Justice Eyeing Tax Cuts Even If Revenue Falls Short Of Trigger

Three men hold a signed piece of legislation as balloons fall in celebration.
In 2023, Gov. Jim Justice celebratef the signing of a tax cut bill with Senate President Craig Blair (left) and House Speaker Roger Hanshaw (right).
Will Price/WV Legislative Photography

Last year, West Virginians received the largest personal income tax cut in state history, with Gov. Jim Justice signing a law slashing income tax by 21.25 percent.

But beyond the immediate tax cut, the law also provided the possibility of triggering additional tax cuts once the state revenue surpasses its total from 2019, indicating economic growth for the state.

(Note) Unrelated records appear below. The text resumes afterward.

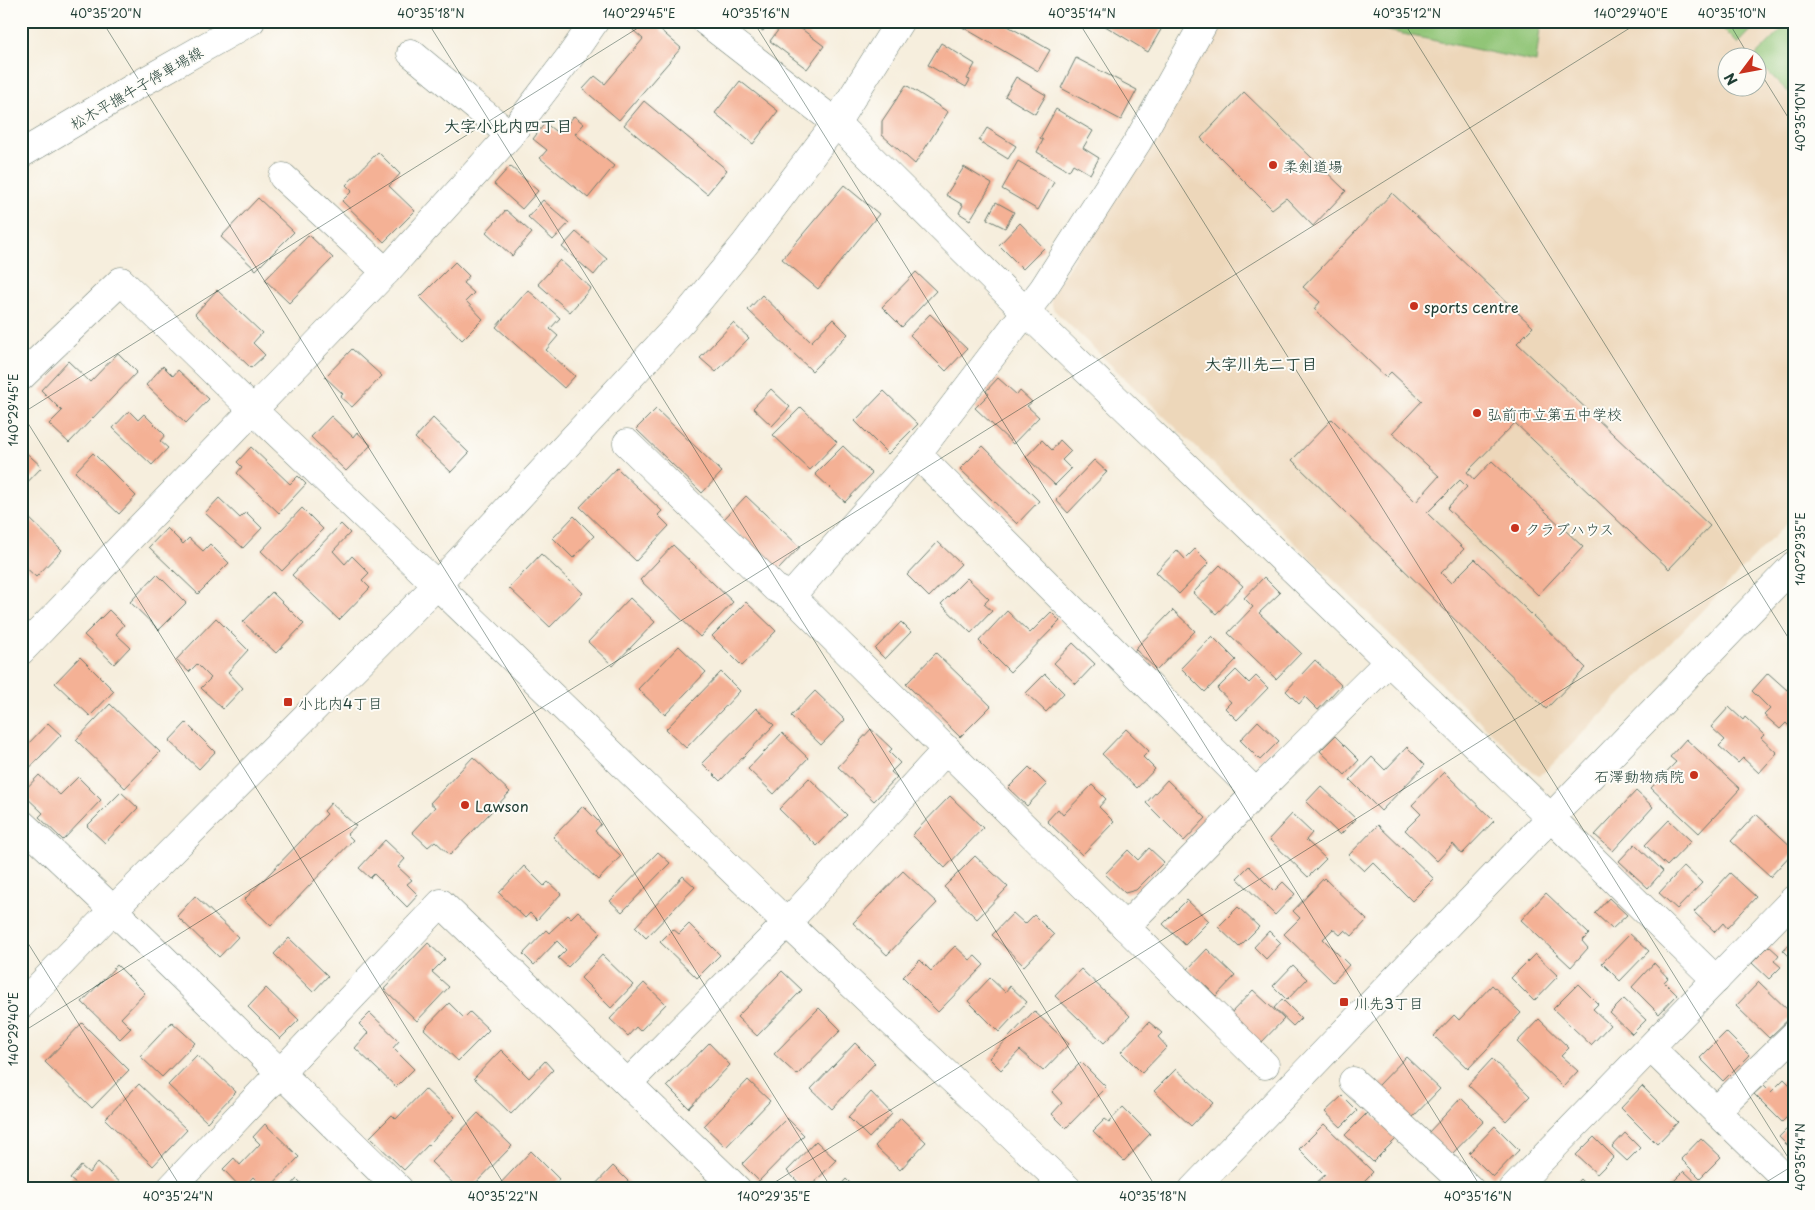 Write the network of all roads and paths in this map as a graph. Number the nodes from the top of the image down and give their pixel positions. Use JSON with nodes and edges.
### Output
{"nodes":[{"id":1,"x":251,"y":21,"type":"edge"},
{"id":2,"x":595,"y":21,"type":"edge"},
{"id":3,"x":704,"y":21,"type":"edge"},
{"id":4,"x":900,"y":21,"type":"edge"},
{"id":5,"x":1205,"y":21,"type":"edge"},
{"id":6,"x":411,"y":53,"type":"dead end"},
{"id":7,"x":836,"y":124,"type":"junction"},
{"id":8,"x":510,"y":135,"type":"junction"},
{"id":9,"x":21,"y":154,"type":"edge"},
{"id":10,"x":283,"y":177,"type":"dead end"},
{"id":11,"x":386,"y":272,"type":"junction"},
{"id":12,"x":1025,"y":311,"type":"junction"},
{"id":13,"x":21,"y":377,"type":"edge"},
{"id":14,"x":252,"y":410,"type":"junction"},
{"id":15,"x":627,"y":443,"type":"dead end"},
{"id":16,"x":917,"y":454,"type":"junction"},
{"id":17,"x":1794,"y":564,"type":"edge"},
{"id":18,"x":437,"y":585,"type":"junction"},
{"id":19,"x":791,"y":596,"type":"junction"},
{"id":20,"x":21,"y":651,"type":"edge"},
{"id":21,"x":1389,"y":662,"type":"junction"},
{"id":22,"x":947,"y":749,"type":"junction"},
{"id":23,"x":1256,"y":793,"type":"junction"},
{"id":24,"x":1551,"y":818,"type":"junction"},
{"id":25,"x":21,"y":823,"type":"edge"},
{"id":26,"x":1794,"y":899,"type":"edge"},
{"id":27,"x":114,"y":909,"type":"junction"},
{"id":28,"x":787,"y":923,"type":"junction"},
{"id":29,"x":1126,"y":927,"type":"junction"},
{"id":30,"x":1716,"y":980,"type":"junction"},
{"id":31,"x":21,"y":1005,"type":"edge"},
{"id":32,"x":1794,"y":1035,"type":"edge"},
{"id":33,"x":1651,"y":1048,"type":"junction"},
{"id":34,"x":1265,"y":1065,"type":"dead end"},
{"id":35,"x":279,"y":1073,"type":"junction"},
{"id":36,"x":1354,"y":1082,"type":"dead end"},
{"id":37,"x":628,"y":1083,"type":"junction"},
{"id":38,"x":1716,"y":1111,"type":"junction"},
{"id":39,"x":1794,"y":1187,"type":"edge"},
{"id":40,"x":170,"y":1189,"type":"edge"},
{"id":41,"x":399,"y":1189,"type":"edge"},
{"id":42,"x":737,"y":1189,"type":"edge"},
{"id":43,"x":1068,"y":1189,"type":"edge"},
{"id":44,"x":1193,"y":1189,"type":"edge"},
{"id":45,"x":1470,"y":1189,"type":"edge"},
{"id":46,"x":1513,"y":1189,"type":"edge"}],
"edges":[{"from":1,"to":9,"type":"street","name":"松木平撫牛子停車場線"},
{"from":2,"to":8,"type":"street"},
{"from":3,"to":7,"type":"street"},
{"from":4,"to":7,"type":"street"},
{"from":5,"to":12,"type":"street"},
{"from":6,"to":8,"type":"street"},
{"from":7,"to":12,"type":"street"},
{"from":7,"to":18,"type":"street"},
{"from":8,"to":11,"type":"street"},
{"from":10,"to":11,"type":"street"},
{"from":11,"to":14,"type":"street"},
{"from":12,"to":16,"type":"street"},
{"from":12,"to":21,"type":"street"},
{"from":13,"to":14,"type":"street"},
{"from":14,"to":18,"type":"street"},
{"from":14,"to":20,"type":"street"},
{"from":15,"to":19,"type":"street"},
{"from":16,"to":19,"type":"street"},
{"from":16,"to":23,"type":"street"},
{"from":17,"to":24,"type":"street"},
{"from":18,"to":27,"type":"street"},
{"from":18,"to":28,"type":"street"},
{"from":19,"to":22,"type":"street"},
{"from":21,"to":23,"type":"street"},
{"from":21,"to":24,"type":"street"},
{"from":22,"to":28,"type":"street"},
{"from":22,"to":29,"type":"street"},
{"from":23,"to":29,"type":"street"},
{"from":24,"to":30,"type":"street"},
{"from":24,"to":44,"type":"street"},
{"from":25,"to":27,"type":"street"},
{"from":26,"to":30,"type":"street"},
{"from":27,"to":31,"type":"street"},
{"from":27,"to":35,"type":"street"},
{"from":28,"to":37,"type":"street"},
{"from":28,"to":43,"type":"street"},
{"from":29,"to":34,"type":"street"},
{"from":30,"to":33,"type":"street"},
{"from":32,"to":38,"type":"street"},
{"from":33,"to":38,"type":"street"},
{"from":33,"to":46,"type":"street"},
{"from":35,"to":37,"type":"street"},
{"from":35,"to":40,"type":"street"},
{"from":35,"to":41,"type":"street"},
{"from":36,"to":45,"type":"street"},
{"from":37,"to":42,"type":"street"},
{"from":38,"to":39,"type":"street"}]} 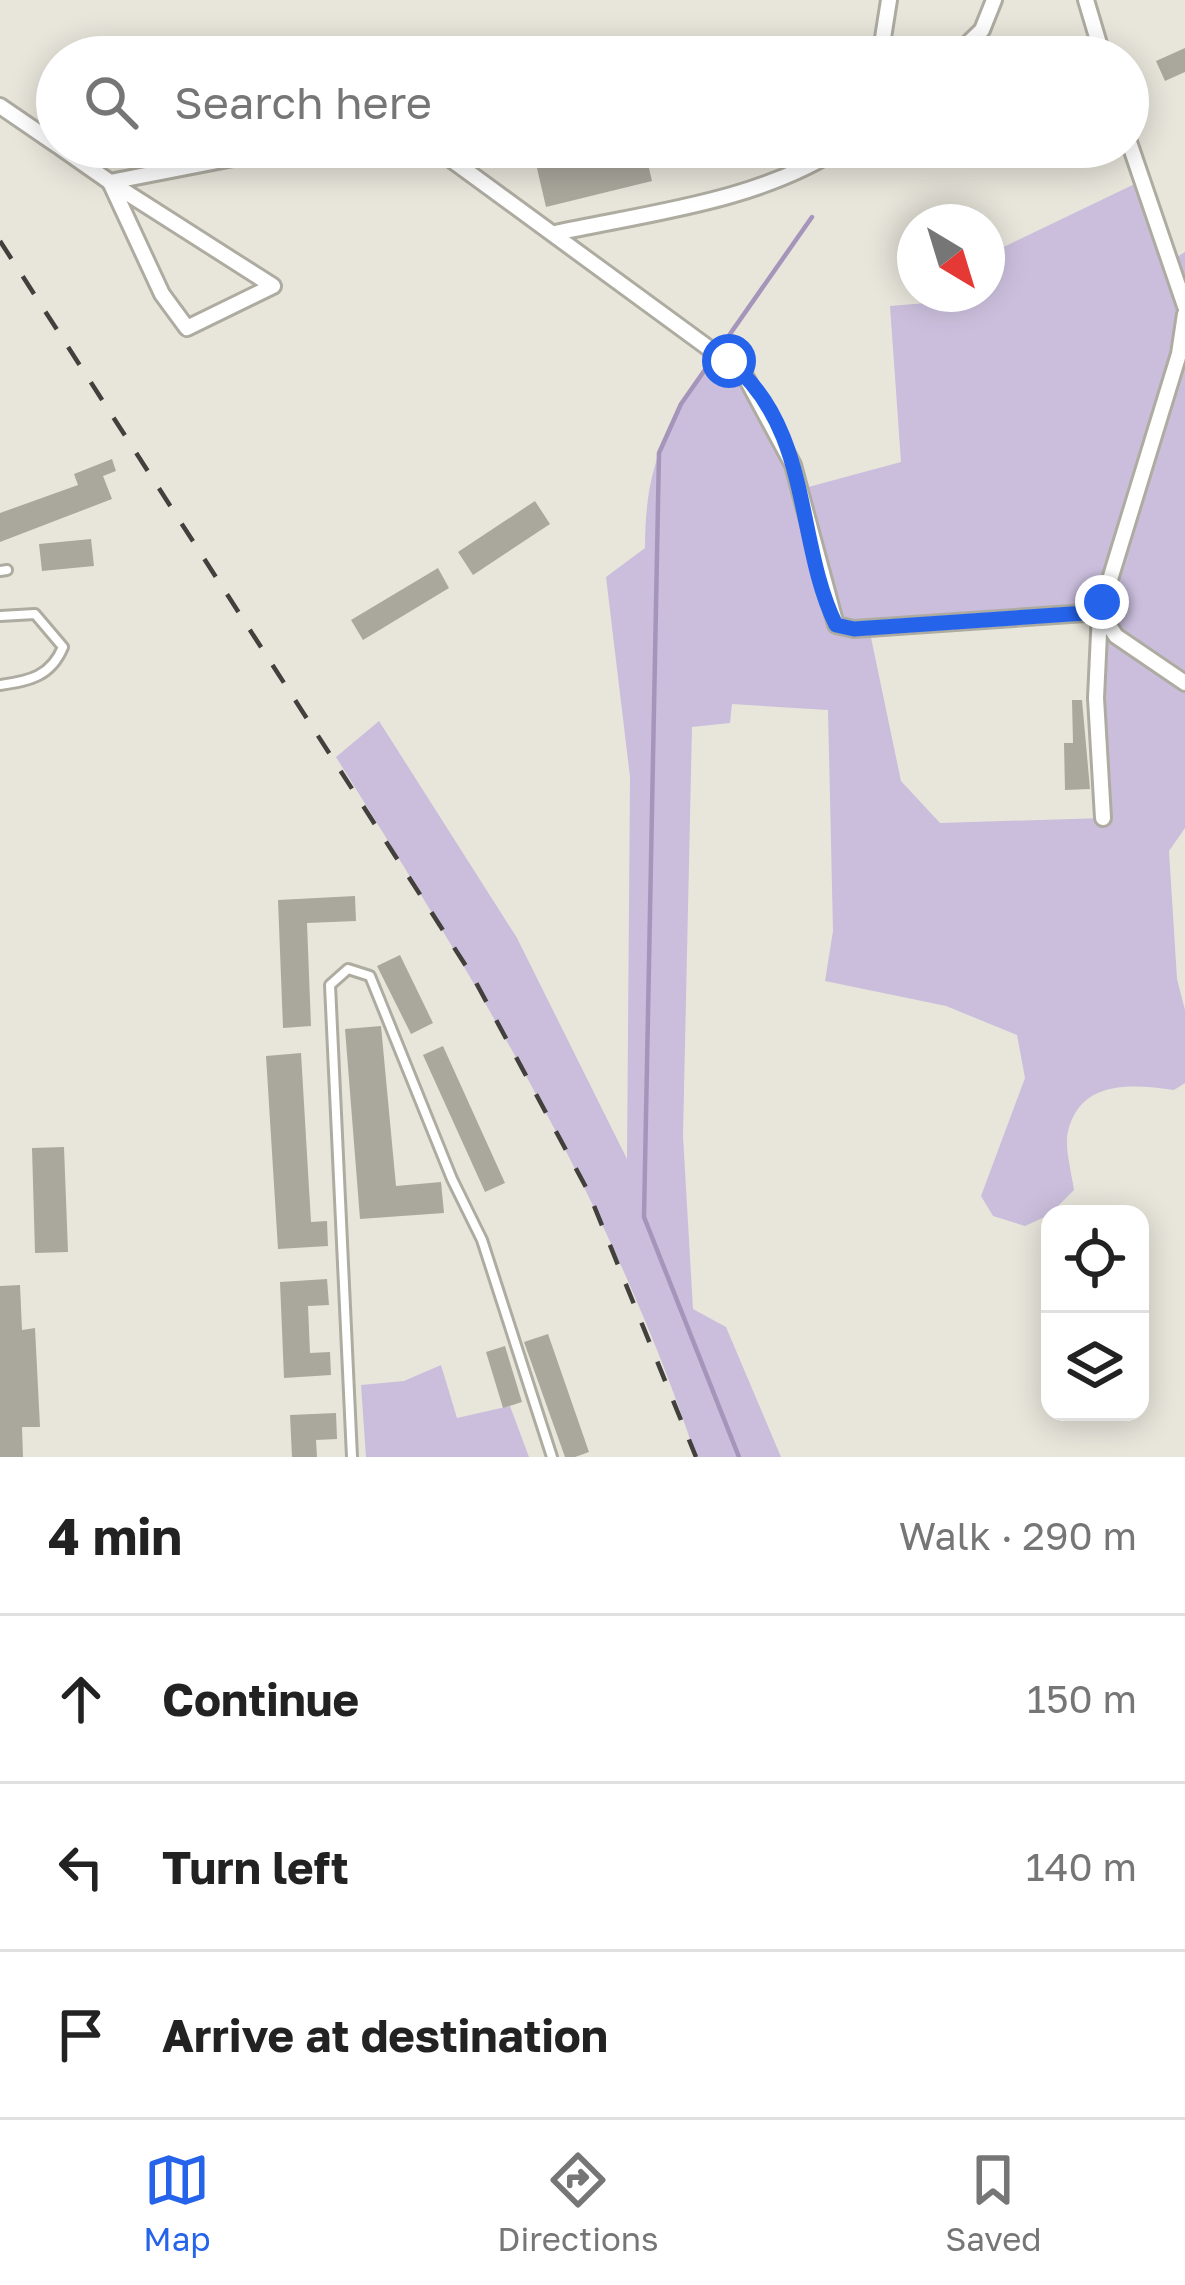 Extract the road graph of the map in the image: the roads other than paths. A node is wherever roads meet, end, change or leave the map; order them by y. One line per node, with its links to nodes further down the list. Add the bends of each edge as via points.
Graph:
1 (889, 0): 4 (street)
2 (994, 0): 5 (street)
3 (1086, 0): 6 (street)
4 (883, 36)
5 (976, 36)
6 (1097, 36)
7 (0, 106): 8 (street)
8 (36, 130)
9 (90, 168): 14 (street)
10 (182, 168): 14 (street)
11 (464, 168): 15 (street)
12 (797, 168): 15 (street, via 701,202)
13 (1137, 168): 16 (street)
14 (110, 182): 14 (street, via 162,294 187,328 273,286)
15 (555, 233): 17 (street, via 756,389 793,465 836,625)
16 (1185, 310): 17 (street, via 1179,354)
17 (1100, 612): 19 (street, via 1116,636); 21 (street)
18 (0, 616): 20 (lane, via 35,614 63,647 56,666 31,681)
19 (1185, 683)
20 (0, 685)
21 (1103, 818)
22 (352, 1457): 23 (lane, via 331,985 348,969 370,976 394,1026 482,1240)
23 (552, 1457) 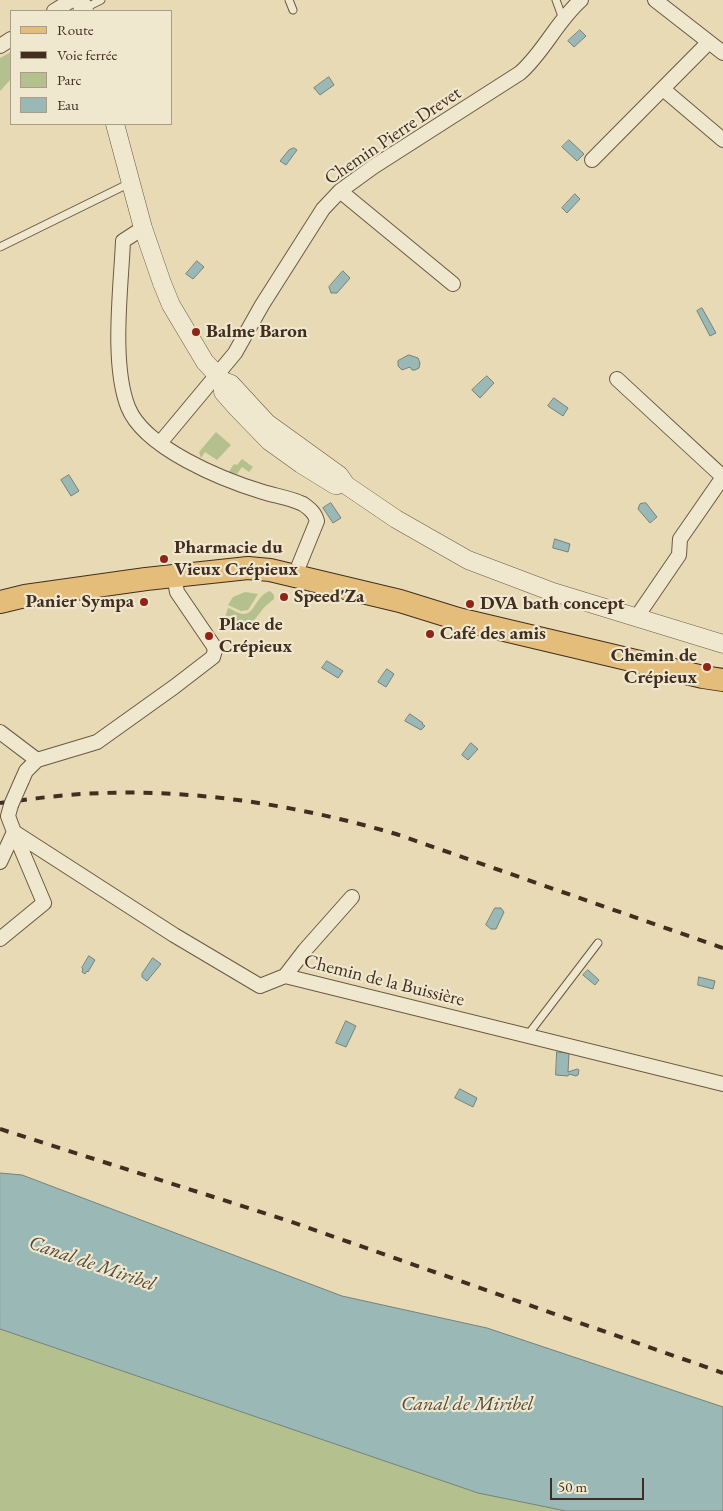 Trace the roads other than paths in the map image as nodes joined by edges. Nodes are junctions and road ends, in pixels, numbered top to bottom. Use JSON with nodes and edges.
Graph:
{"nodes":[{"id":1,"x":101,"y":0,"type":"edge"},
{"id":2,"x":289,"y":0,"type":"edge"},
{"id":3,"x":556,"y":0,"type":"edge"},
{"id":4,"x":581,"y":0,"type":"edge"},
{"id":5,"x":655,"y":0,"type":"edge"},
{"id":6,"x":80,"y":5,"type":"edge"},
{"id":7,"x":58,"y":10,"type":"edge"},
{"id":8,"x":293,"y":10,"type":"dead end"},
{"id":9,"x":563,"y":19,"type":"junction"},
{"id":10,"x":709,"y":42,"type":"junction"},
{"id":11,"x":723,"y":53,"type":"edge"},
{"id":12,"x":663,"y":89,"type":"junction"},
{"id":13,"x":114,"y":125,"type":"edge"},
{"id":14,"x":723,"y":140,"type":"edge"},
{"id":15,"x":592,"y":160,"type":"dead end"},
{"id":16,"x":131,"y":183,"type":"junction"},
{"id":17,"x":340,"y":191,"type":"junction"},
{"id":18,"x":143,"y":228,"type":"junction"},
{"id":19,"x":0,"y":247,"type":"edge"},
{"id":20,"x":453,"y":284,"type":"dead end"},
{"id":21,"x":220,"y":378,"type":"junction"},
{"id":22,"x":617,"y":379,"type":"dead end"},
{"id":23,"x":160,"y":443,"type":"junction"},
{"id":24,"x":295,"y":575,"type":"junction"},
{"id":25,"x":174,"y":576,"type":"junction"},
{"id":26,"x":3,"y":599,"type":"edge"},
{"id":27,"x":636,"y":618,"type":"junction"},
{"id":28,"x":723,"y":644,"type":"edge"},
{"id":29,"x":723,"y":680,"type":"edge"},
{"id":30,"x":0,"y":732,"type":"edge"},
{"id":31,"x":36,"y":760,"type":"junction"},
{"id":32,"x":8,"y":827,"type":"edge"},
{"id":33,"x":0,"y":862,"type":"edge"},
{"id":34,"x":352,"y":897,"type":"dead end"},
{"id":35,"x":0,"y":939,"type":"edge"},
{"id":36,"x":598,"y":943,"type":"dead end"},
{"id":37,"x":285,"y":976,"type":"junction"},
{"id":38,"x":527,"y":1036,"type":"junction"},
{"id":39,"x":723,"y":1084,"type":"edge"}],
"edges":[{"from":1,"to":6,"type":"lane"},
{"from":2,"to":8,"type":"lane"},
{"from":3,"to":9,"type":"lane"},
{"from":4,"to":9,"type":"street","name":"Chemin Pierre Drevet"},
{"from":5,"to":10,"type":"street"},
{"from":6,"to":7,"type":"street"},
{"from":9,"to":17,"type":"street","name":"Chemin Pierre Drevet"},
{"from":10,"to":11,"type":"street"},
{"from":10,"to":12,"type":"street"},
{"from":12,"to":14,"type":"street"},
{"from":12,"to":15,"type":"street"},
{"from":13,"to":16,"type":"street"},
{"from":16,"to":18,"type":"street"},
{"from":16,"to":19,"type":"lane"},
{"from":17,"to":20,"type":"street"},
{"from":17,"to":21,"type":"street","name":"Chemin Pierre Drevet"},
{"from":18,"to":21,"type":"street"},
{"from":18,"to":23,"type":"street"},
{"from":21,"to":23,"type":"street","name":"Chemin Pierre Drevet"},
{"from":21,"to":27,"type":"street"},
{"from":22,"to":27,"type":"street"},
{"from":23,"to":24,"type":"street"},
{"from":24,"to":25,"type":"main road"},
{"from":24,"to":29,"type":"main road"},
{"from":25,"to":26,"type":"main road"},
{"from":25,"to":31,"type":"street"},
{"from":27,"to":28,"type":"street"},
{"from":30,"to":31,"type":"street"},
{"from":31,"to":32,"type":"street","bridge":true},
{"from":32,"to":33,"type":"street"},
{"from":32,"to":35,"type":"street"},
{"from":32,"to":37,"type":"street","name":"Chemin de la Buissière"},
{"from":34,"to":37,"type":"street"},
{"from":36,"to":38,"type":"lane"},
{"from":37,"to":38,"type":"street","name":"Chemin de la Buissière"},
{"from":38,"to":39,"type":"street","name":"Chemin de la Buissière"}]}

Throughout his tenure as governor, Justice has called for even more significant income tax cuts, suggesting that dollars not collected by the state would be pumped back into the economy by consumers across West Virginia.

During a virtual press briefing Tuesday, Justice reaffirmed that he sees value in cutting income taxes further, and would be open to such changes even if the threshold for the 2023 trigger law is not met.

“We reduced the income tax by $750 million. It’s in the hands of all West Virginians. They spend the money,” he said. “They spend it here, and the multiplier effects just go and go and go and go.”

Some lawmakers have expressed concern that reduced income taxes could mean less funding for state resources. But Justice suggested Tuesday that cutting income taxes would only help attract more residents or businesses to West Virginia, and bolster economic consumption within the state.

“There is nothing that would drive more goodness to West Virginia than to get rid of our state income tax,” Justice said.

Lawmakers could pass additional cuts during next year’s regular legislative session, beginning in January 2024.

But changes could come even sooner if the governor calls a special legislative session — or if three-fifths of both chambers of the West Virginia Legislature agree to enter a special session to discuss the cuts, per state code.